*EXTRACTED DATA*:
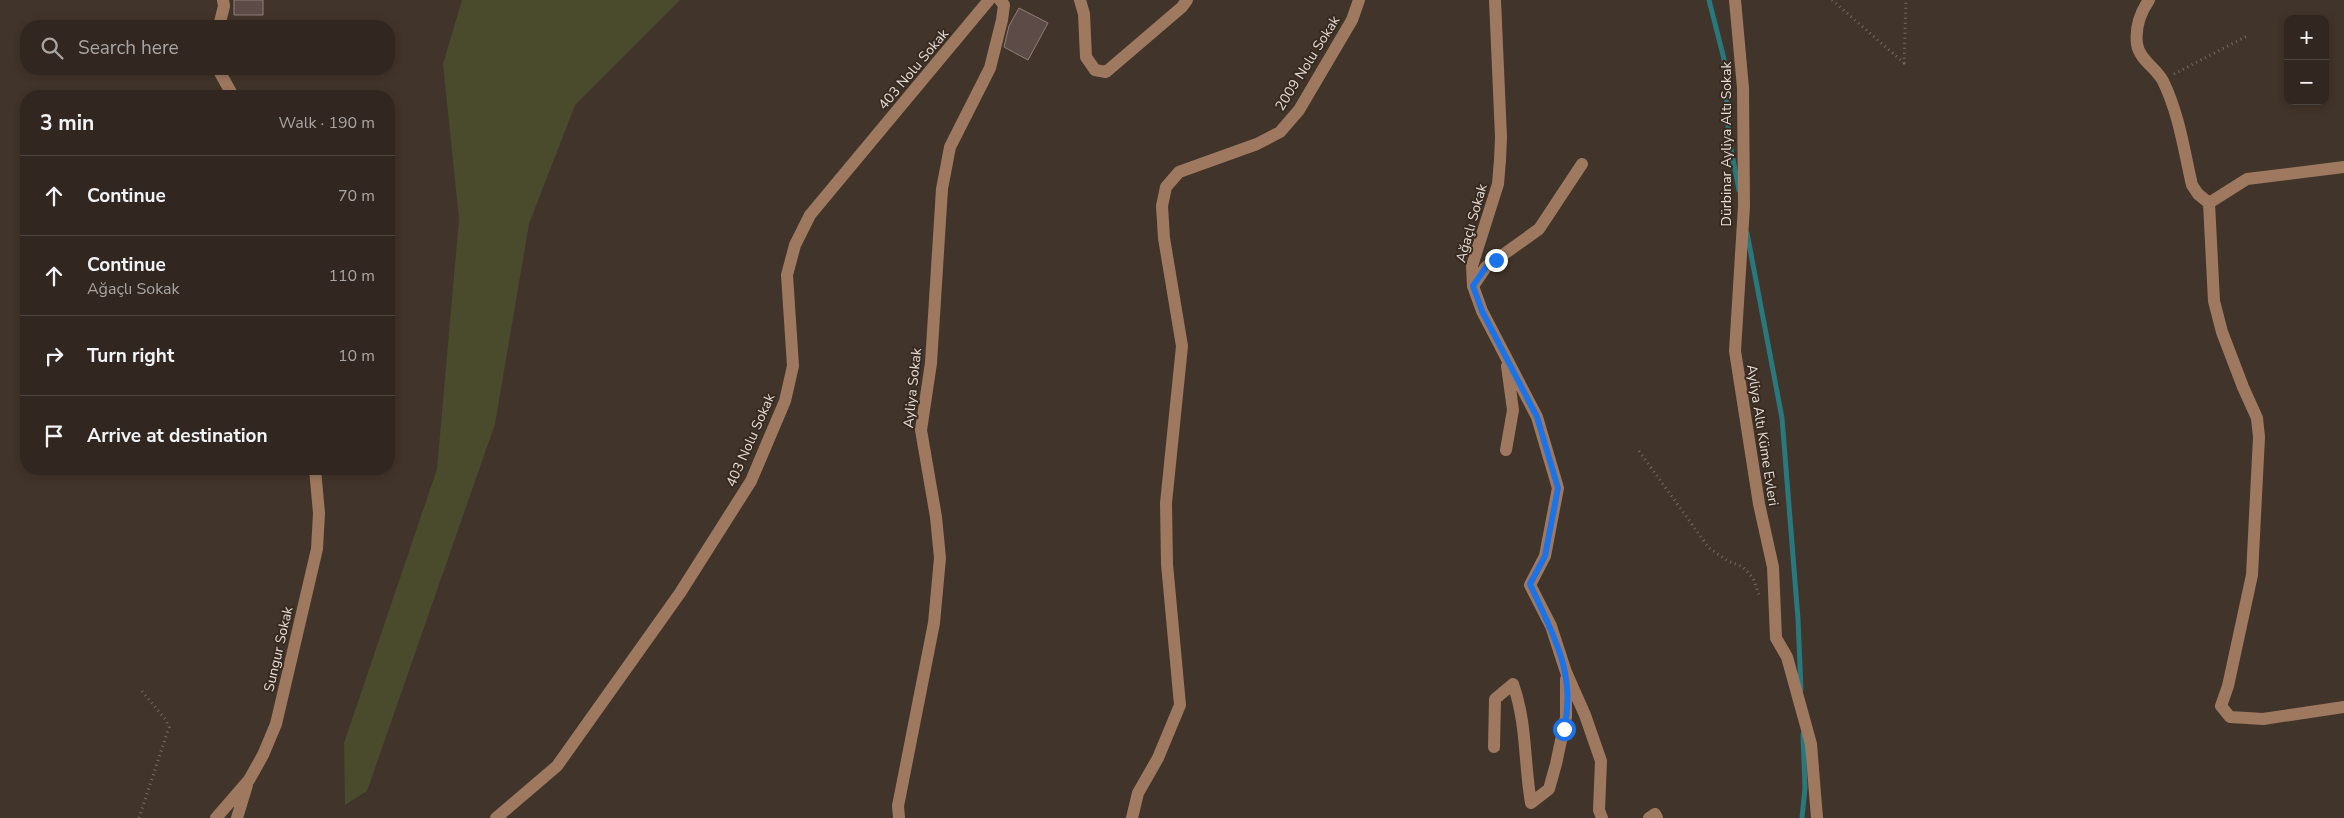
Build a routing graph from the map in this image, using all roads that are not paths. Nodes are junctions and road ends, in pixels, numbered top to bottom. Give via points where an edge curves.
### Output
1 (223, 0) edge
2 (989, 0) edge
3 (1000, 0) edge
4 (1080, 0) edge
5 (1187, 0) edge
6 (1359, 0) edge
7 (1495, 0) edge
8 (1736, 0) edge
9 (2149, 0) edge
10 (220, 20) edge
11 (221, 75) edge
12 (230, 90) edge
13 (1582, 164) dead end
14 (2344, 167) edge
15 (2209, 203) junction
16 (1740, 257) joint
17 (1473, 286) junction
18 (1505, 353) junction
19 (1506, 450) dead end
20 (316, 475) edge
21 (1566, 672) junction
22 (2344, 707) edge
23 (1494, 747) dead end
24 (249, 780) junction
25 (216, 818) edge
26 (237, 818) edge
27 (496, 818) edge
28 (899, 818) edge
29 (1132, 818) edge
30 (1602, 818) edge
31 (1649, 818) edge
32 (1657, 818) edge
33 (1817, 818) edge

1 - 10 street
2 - 27 street, 403 Nolu Sokak via 810,215 795,245 787,275 793,366 785,401 751,481 680,593 556,766
3 - 28 street, Ayliya Sokak via 1004,5 1002,20 990,68 950,146 942,189 930,362 921,430 940,558 934,623 898,806
4 - 5 street via 1084,14 1086,57 1095,70 1106,72
6 - 29 street, 2009 Nolu Sokak via 1352,20 1299,110 1280,132 1257,144 1179,172 1166,187 1162,206 1164,238 1182,346 1166,503 1167,564 1180,705 1158,758 1138,794
7 - 17 street, Ağaçlı Sokak via 1502,137 1498,184 1472,266
8 - 16 street, Dürbinar Ayliya Altı Sokak via 1743,88 1744,206
9 - 15 street via 2141,12 2137,45 2162,80 2176,114 2192,185
11 - 12 street
13 - 17 street via 1539,229 1486,267
14 - 15 street via 2247,179
15 - 22 street via 2214,301 2242,387 2257,418 2259,437 2252,575 2222,706 2230,718 2263,719
16 - 33 street, Ayliya Altı Küme Evleri via 1735,351 1758,504 1772,567 1776,638 1787,656 1811,744
17 - 18 street, Ağaçlı Sokak via 1482,311
18 - 19 street via 1513,410
18 - 21 street, Ağaçlı Sokak via 1537,417 1558,488 1545,556 1530,584 1551,626
20 - 24 street, Sungur Sokak via 318,549 276,724
21 - 23 street via 1566,717 1549,788 1531,803 1524,730 1513,684 1495,699
21 - 30 street via 1601,761 1599,810
24 - 25 street, Sungur Sokak
24 - 26 street
31 - 32 street via 1655,814

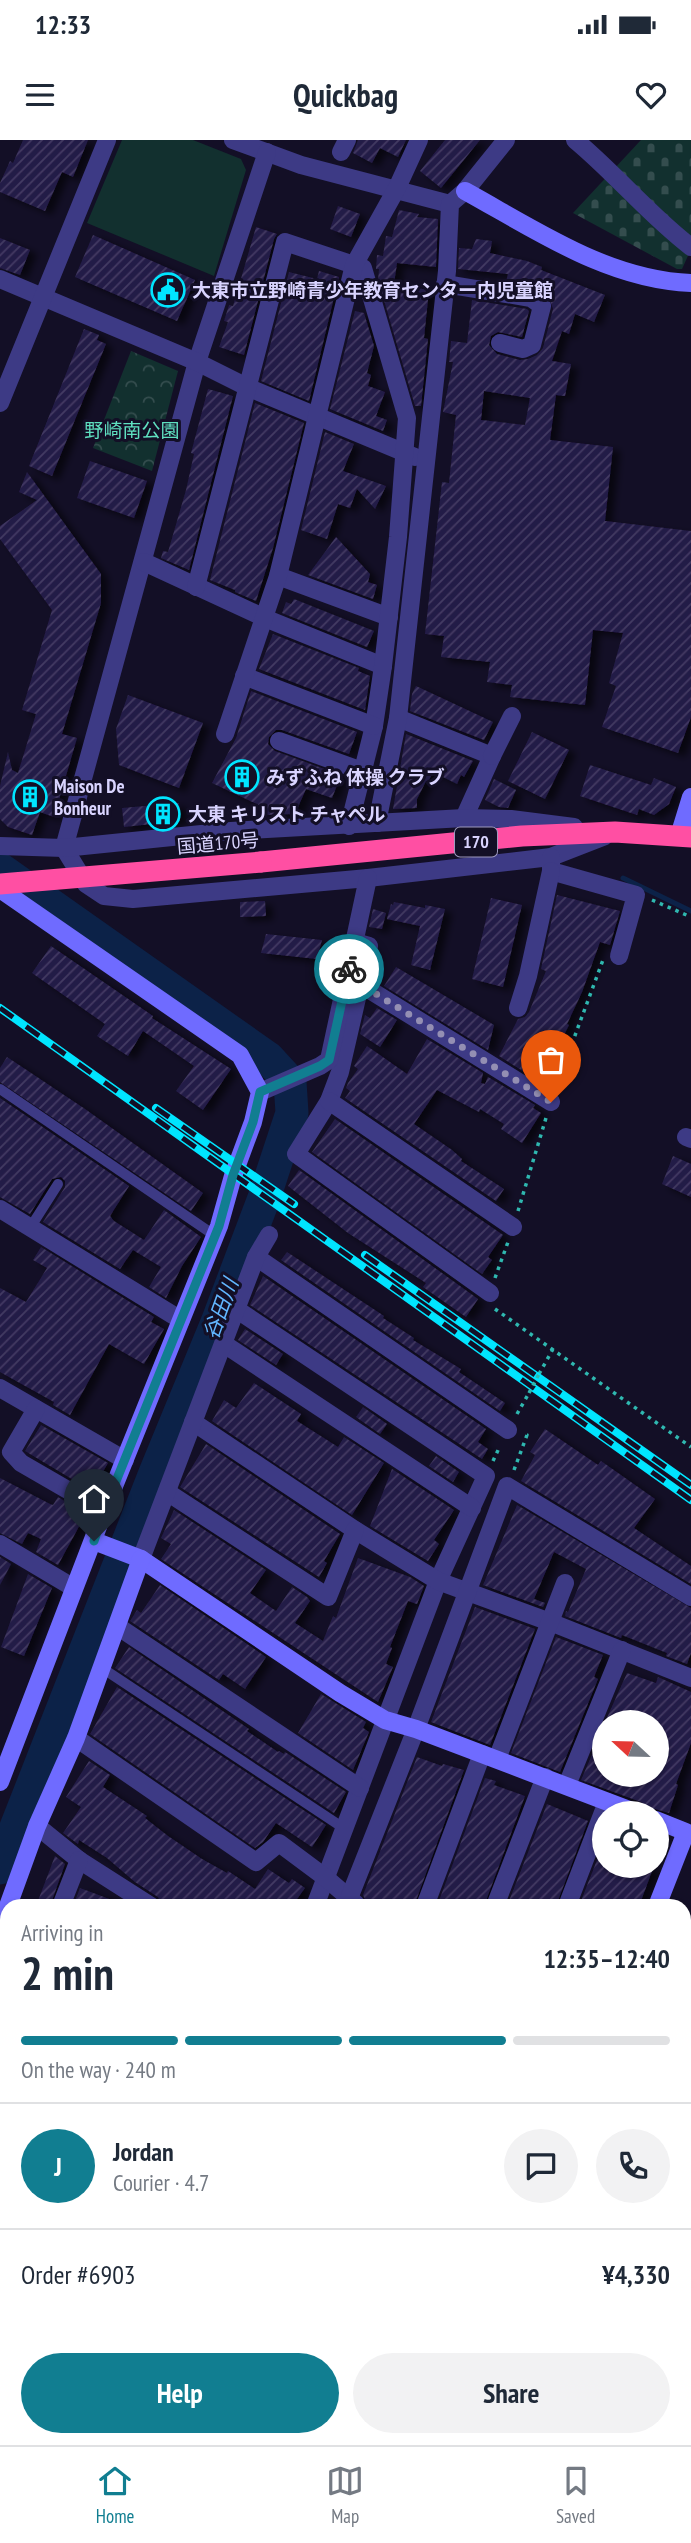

*HOW TO COMPLETE THIS TASK*: The entries above are to be repeated in full, except for their pictures.

*TASK RESPONSE*:
Build a routing graph from the map in this image, using all roads that are not paths. Nodes are junctions and road ends, in pixels, numbered top to bottom. Give via points where an edge curves.
### Output
1 (223, 0) edge
2 (989, 0) edge
3 (1000, 0) edge
4 (1080, 0) edge
5 (1187, 0) edge
6 (1359, 0) edge
7 (1495, 0) edge
8 (1736, 0) edge
9 (2149, 0) edge
10 (220, 20) edge
11 (221, 75) edge
12 (230, 90) edge
13 (1582, 164) dead end
14 (2344, 167) edge
15 (2209, 203) junction
16 (1740, 257) joint
17 (1473, 286) junction
18 (1505, 353) junction
19 (1506, 450) dead end
20 (316, 475) edge
21 (1566, 672) junction
22 (2344, 707) edge
23 (1494, 747) dead end
24 (249, 780) junction
25 (216, 818) edge
26 (237, 818) edge
27 (496, 818) edge
28 (899, 818) edge
29 (1132, 818) edge
30 (1602, 818) edge
31 (1649, 818) edge
32 (1657, 818) edge
33 (1817, 818) edge

1 - 10 street
2 - 27 street, 403 Nolu Sokak via 810,215 795,245 787,275 793,366 785,401 751,481 680,593 556,766
3 - 28 street, Ayliya Sokak via 1004,5 1002,20 990,68 950,146 942,189 930,362 921,430 940,558 934,623 898,806
4 - 5 street via 1084,14 1086,57 1095,70 1106,72
6 - 29 street, 2009 Nolu Sokak via 1352,20 1299,110 1280,132 1257,144 1179,172 1166,187 1162,206 1164,238 1182,346 1166,503 1167,564 1180,705 1158,758 1138,794
7 - 17 street, Ağaçlı Sokak via 1502,137 1498,184 1472,266
8 - 16 street, Dürbinar Ayliya Altı Sokak via 1743,88 1744,206
9 - 15 street via 2141,12 2137,45 2162,80 2176,114 2192,185
11 - 12 street
13 - 17 street via 1539,229 1486,267
14 - 15 street via 2247,179
15 - 22 street via 2214,301 2242,387 2257,418 2259,437 2252,575 2222,706 2230,718 2263,719
16 - 33 street, Ayliya Altı Küme Evleri via 1735,351 1758,504 1772,567 1776,638 1787,656 1811,744
17 - 18 street, Ağaçlı Sokak via 1482,311
18 - 19 street via 1513,410
18 - 21 street, Ağaçlı Sokak via 1537,417 1558,488 1545,556 1530,584 1551,626
20 - 24 street, Sungur Sokak via 318,549 276,724
21 - 23 street via 1566,717 1549,788 1531,803 1524,730 1513,684 1495,699
21 - 30 street via 1601,761 1599,810
24 - 25 street, Sungur Sokak
24 - 26 street
31 - 32 street via 1655,814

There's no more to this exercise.